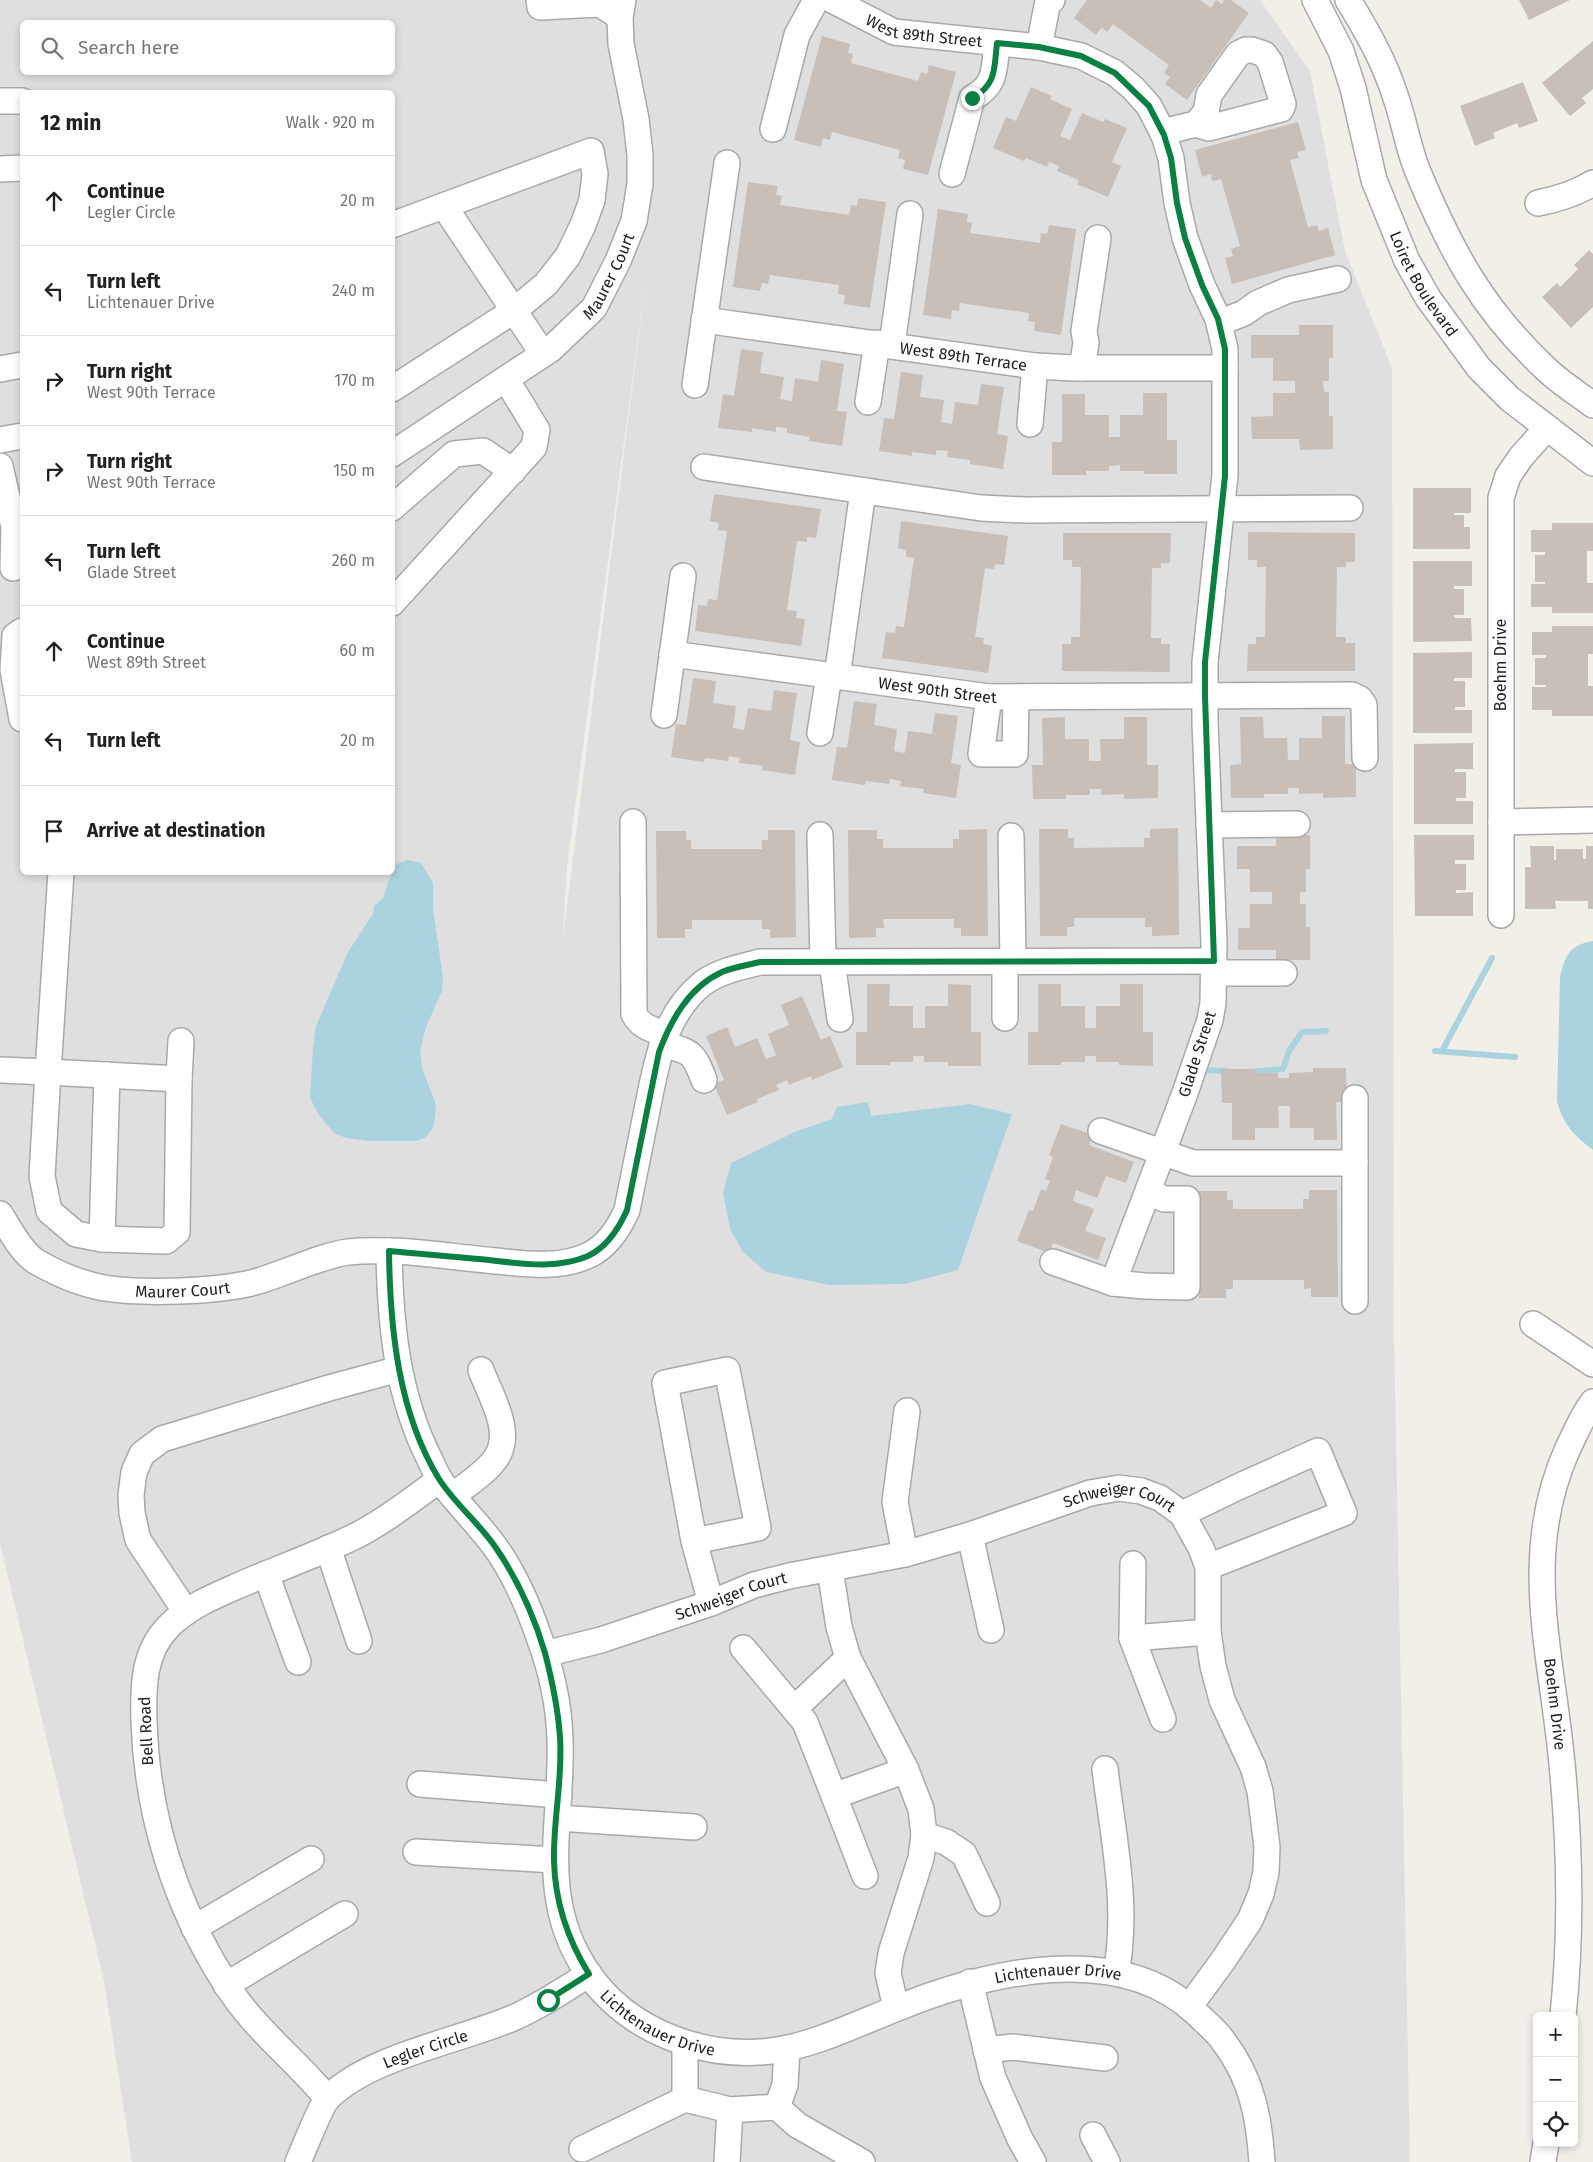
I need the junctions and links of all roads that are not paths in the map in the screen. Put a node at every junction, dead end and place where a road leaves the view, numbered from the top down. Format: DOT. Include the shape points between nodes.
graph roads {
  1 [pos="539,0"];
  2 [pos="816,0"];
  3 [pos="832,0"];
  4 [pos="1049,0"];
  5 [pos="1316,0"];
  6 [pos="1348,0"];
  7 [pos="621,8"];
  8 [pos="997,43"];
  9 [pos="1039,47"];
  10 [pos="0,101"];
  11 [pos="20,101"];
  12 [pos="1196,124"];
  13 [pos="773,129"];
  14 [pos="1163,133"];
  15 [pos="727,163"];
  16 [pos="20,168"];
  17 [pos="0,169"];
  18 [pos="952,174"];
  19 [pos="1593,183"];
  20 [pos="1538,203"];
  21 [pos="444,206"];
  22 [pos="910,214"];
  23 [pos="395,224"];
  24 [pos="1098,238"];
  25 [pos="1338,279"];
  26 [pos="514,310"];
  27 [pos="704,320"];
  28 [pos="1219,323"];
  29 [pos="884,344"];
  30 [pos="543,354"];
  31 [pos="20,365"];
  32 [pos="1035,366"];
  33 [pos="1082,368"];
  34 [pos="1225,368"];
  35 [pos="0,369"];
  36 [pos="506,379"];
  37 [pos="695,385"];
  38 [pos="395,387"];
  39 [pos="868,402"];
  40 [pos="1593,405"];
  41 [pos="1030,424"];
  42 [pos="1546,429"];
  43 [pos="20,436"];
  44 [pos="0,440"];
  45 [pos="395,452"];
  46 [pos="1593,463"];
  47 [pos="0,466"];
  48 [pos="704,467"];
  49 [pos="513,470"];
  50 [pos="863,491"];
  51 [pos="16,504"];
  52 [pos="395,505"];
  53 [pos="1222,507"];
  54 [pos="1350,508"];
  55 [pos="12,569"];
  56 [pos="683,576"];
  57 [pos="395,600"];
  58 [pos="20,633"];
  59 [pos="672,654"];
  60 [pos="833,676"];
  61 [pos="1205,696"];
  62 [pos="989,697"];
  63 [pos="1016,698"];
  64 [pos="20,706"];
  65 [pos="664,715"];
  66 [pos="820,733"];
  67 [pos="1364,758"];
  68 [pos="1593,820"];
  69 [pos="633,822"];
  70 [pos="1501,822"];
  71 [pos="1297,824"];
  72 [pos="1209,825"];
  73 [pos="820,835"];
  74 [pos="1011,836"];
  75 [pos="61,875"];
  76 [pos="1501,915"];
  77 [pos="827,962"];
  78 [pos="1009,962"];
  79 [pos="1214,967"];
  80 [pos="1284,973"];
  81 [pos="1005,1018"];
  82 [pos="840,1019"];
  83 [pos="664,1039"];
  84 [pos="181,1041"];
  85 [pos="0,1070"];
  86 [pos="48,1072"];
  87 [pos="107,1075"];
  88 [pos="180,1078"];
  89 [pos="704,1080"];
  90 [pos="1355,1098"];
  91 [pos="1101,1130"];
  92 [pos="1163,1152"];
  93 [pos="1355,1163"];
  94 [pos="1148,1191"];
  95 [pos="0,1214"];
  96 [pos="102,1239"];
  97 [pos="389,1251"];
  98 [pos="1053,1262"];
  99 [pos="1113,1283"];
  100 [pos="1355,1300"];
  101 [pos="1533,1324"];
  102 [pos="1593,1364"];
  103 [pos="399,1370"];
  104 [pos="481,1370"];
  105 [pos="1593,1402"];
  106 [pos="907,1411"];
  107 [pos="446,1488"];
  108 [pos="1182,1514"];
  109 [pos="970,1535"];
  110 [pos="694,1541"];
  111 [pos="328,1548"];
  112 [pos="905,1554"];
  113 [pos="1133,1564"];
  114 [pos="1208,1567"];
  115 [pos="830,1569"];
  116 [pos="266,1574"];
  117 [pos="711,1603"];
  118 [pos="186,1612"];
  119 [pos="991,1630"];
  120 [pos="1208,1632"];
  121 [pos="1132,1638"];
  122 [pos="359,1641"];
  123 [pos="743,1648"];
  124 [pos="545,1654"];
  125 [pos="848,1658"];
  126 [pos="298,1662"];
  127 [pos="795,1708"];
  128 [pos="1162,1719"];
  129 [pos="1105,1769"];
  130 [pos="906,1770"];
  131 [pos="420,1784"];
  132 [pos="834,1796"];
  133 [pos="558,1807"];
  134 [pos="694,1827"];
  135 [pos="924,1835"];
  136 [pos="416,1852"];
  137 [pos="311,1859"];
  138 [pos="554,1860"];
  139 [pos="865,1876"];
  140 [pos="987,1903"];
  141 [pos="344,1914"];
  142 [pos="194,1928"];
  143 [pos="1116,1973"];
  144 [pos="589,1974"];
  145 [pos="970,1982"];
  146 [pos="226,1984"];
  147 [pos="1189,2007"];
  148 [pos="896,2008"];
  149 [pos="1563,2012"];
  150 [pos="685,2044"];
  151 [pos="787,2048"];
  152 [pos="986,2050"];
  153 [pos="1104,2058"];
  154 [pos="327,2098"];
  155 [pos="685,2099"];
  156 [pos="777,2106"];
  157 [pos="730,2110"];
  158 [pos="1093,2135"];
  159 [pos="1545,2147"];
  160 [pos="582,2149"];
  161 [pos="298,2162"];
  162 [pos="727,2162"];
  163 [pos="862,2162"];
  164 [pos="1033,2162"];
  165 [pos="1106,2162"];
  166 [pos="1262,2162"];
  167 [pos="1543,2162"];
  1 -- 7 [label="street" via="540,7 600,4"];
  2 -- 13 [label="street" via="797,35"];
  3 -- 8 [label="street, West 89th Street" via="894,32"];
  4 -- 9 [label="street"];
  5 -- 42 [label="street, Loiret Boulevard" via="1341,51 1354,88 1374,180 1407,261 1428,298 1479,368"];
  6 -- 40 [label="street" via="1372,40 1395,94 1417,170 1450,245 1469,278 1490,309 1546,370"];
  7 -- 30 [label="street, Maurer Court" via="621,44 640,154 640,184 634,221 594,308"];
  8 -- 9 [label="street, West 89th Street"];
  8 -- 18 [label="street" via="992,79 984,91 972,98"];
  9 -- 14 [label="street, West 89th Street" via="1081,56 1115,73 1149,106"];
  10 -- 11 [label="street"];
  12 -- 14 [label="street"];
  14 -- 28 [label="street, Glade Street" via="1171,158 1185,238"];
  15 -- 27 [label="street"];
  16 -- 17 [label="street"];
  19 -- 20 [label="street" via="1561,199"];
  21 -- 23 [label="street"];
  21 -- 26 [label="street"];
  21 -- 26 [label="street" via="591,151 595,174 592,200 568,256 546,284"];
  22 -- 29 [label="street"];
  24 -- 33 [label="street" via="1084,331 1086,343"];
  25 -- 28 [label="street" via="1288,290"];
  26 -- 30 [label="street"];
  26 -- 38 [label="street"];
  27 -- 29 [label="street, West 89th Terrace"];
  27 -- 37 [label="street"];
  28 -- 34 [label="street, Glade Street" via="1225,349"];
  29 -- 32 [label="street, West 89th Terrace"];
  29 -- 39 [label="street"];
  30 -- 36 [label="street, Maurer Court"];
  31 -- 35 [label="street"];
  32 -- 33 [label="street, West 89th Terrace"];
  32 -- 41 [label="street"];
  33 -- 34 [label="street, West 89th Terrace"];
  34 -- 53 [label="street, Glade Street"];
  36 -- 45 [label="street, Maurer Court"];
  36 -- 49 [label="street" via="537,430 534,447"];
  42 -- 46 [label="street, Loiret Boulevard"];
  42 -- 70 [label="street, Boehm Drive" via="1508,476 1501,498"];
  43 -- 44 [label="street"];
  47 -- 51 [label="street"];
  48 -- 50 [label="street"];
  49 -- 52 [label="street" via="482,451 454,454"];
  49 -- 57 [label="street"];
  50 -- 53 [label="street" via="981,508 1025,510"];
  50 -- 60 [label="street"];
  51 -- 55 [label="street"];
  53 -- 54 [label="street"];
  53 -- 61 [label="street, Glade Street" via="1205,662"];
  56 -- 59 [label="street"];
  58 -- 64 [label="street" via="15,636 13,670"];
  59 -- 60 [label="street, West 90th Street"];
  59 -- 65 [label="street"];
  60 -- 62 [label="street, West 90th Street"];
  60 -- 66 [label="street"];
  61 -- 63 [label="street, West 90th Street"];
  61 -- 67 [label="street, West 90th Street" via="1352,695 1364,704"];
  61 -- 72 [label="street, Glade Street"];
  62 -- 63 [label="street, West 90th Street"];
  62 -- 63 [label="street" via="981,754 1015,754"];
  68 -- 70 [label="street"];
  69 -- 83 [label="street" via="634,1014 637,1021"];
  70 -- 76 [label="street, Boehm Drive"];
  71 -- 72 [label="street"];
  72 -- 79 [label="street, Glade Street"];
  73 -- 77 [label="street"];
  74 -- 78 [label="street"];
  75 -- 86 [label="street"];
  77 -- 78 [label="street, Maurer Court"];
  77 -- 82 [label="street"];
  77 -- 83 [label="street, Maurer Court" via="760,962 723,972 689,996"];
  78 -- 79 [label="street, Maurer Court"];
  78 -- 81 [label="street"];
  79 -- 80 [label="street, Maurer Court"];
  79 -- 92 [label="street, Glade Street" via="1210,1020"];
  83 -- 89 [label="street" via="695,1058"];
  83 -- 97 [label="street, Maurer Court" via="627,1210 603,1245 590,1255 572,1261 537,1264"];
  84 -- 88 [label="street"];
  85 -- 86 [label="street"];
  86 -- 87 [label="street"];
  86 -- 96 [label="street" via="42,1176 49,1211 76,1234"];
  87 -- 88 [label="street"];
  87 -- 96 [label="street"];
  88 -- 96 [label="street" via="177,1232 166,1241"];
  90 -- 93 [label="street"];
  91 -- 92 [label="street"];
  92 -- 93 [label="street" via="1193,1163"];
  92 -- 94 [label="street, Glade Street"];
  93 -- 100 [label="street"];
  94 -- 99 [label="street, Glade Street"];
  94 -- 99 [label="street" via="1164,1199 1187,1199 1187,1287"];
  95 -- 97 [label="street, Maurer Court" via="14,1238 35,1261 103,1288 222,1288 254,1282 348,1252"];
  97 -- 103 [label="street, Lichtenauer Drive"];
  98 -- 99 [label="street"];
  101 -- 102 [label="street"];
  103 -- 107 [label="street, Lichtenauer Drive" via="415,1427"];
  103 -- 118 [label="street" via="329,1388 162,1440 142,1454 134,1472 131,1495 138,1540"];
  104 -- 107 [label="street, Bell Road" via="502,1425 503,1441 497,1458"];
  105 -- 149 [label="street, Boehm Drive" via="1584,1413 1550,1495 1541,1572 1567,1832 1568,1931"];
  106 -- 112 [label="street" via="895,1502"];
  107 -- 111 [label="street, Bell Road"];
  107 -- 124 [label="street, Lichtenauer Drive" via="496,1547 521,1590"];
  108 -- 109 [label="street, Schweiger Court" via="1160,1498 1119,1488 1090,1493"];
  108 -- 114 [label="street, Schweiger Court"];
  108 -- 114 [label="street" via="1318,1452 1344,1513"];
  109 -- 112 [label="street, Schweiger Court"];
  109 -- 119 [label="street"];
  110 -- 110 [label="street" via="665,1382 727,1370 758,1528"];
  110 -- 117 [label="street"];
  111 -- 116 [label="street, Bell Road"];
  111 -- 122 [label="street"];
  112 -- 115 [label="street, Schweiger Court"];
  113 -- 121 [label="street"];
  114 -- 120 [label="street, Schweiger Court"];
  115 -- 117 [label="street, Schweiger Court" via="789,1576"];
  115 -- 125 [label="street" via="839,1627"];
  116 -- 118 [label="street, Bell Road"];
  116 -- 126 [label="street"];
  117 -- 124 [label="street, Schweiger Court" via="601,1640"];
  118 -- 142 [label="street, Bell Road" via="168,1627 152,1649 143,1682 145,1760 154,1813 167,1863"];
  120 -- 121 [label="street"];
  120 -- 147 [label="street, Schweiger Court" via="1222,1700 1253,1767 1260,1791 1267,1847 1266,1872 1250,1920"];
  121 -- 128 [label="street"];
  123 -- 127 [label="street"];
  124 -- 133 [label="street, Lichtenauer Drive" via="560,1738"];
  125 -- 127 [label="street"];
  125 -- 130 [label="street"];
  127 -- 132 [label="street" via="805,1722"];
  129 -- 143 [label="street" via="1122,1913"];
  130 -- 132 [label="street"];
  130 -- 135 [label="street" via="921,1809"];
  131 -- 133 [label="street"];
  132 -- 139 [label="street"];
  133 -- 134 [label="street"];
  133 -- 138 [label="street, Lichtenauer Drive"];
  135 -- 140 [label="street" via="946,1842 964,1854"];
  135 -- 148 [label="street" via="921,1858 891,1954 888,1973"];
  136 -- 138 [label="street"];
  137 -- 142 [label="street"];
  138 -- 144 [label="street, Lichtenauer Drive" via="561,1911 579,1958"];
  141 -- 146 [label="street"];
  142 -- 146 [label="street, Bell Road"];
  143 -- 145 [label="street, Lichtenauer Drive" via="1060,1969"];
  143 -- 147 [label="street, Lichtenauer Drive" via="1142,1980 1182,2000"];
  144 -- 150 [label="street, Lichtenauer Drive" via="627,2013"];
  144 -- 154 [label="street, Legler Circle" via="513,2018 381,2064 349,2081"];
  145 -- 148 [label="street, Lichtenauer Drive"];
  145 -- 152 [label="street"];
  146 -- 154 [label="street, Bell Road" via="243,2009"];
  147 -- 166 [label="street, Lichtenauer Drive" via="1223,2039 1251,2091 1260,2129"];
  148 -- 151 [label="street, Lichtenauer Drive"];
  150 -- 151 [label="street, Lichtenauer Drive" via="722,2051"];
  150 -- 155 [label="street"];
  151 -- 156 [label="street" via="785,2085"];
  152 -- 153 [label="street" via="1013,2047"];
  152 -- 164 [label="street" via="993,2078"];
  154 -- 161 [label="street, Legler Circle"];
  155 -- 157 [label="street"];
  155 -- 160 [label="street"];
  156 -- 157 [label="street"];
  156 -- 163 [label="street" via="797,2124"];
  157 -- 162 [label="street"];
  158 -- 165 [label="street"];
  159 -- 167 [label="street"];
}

+ + + + +

In the records above, tally the lines where the word "Loiret" appears, and give the number and nothing else.

**Output for this task:** 2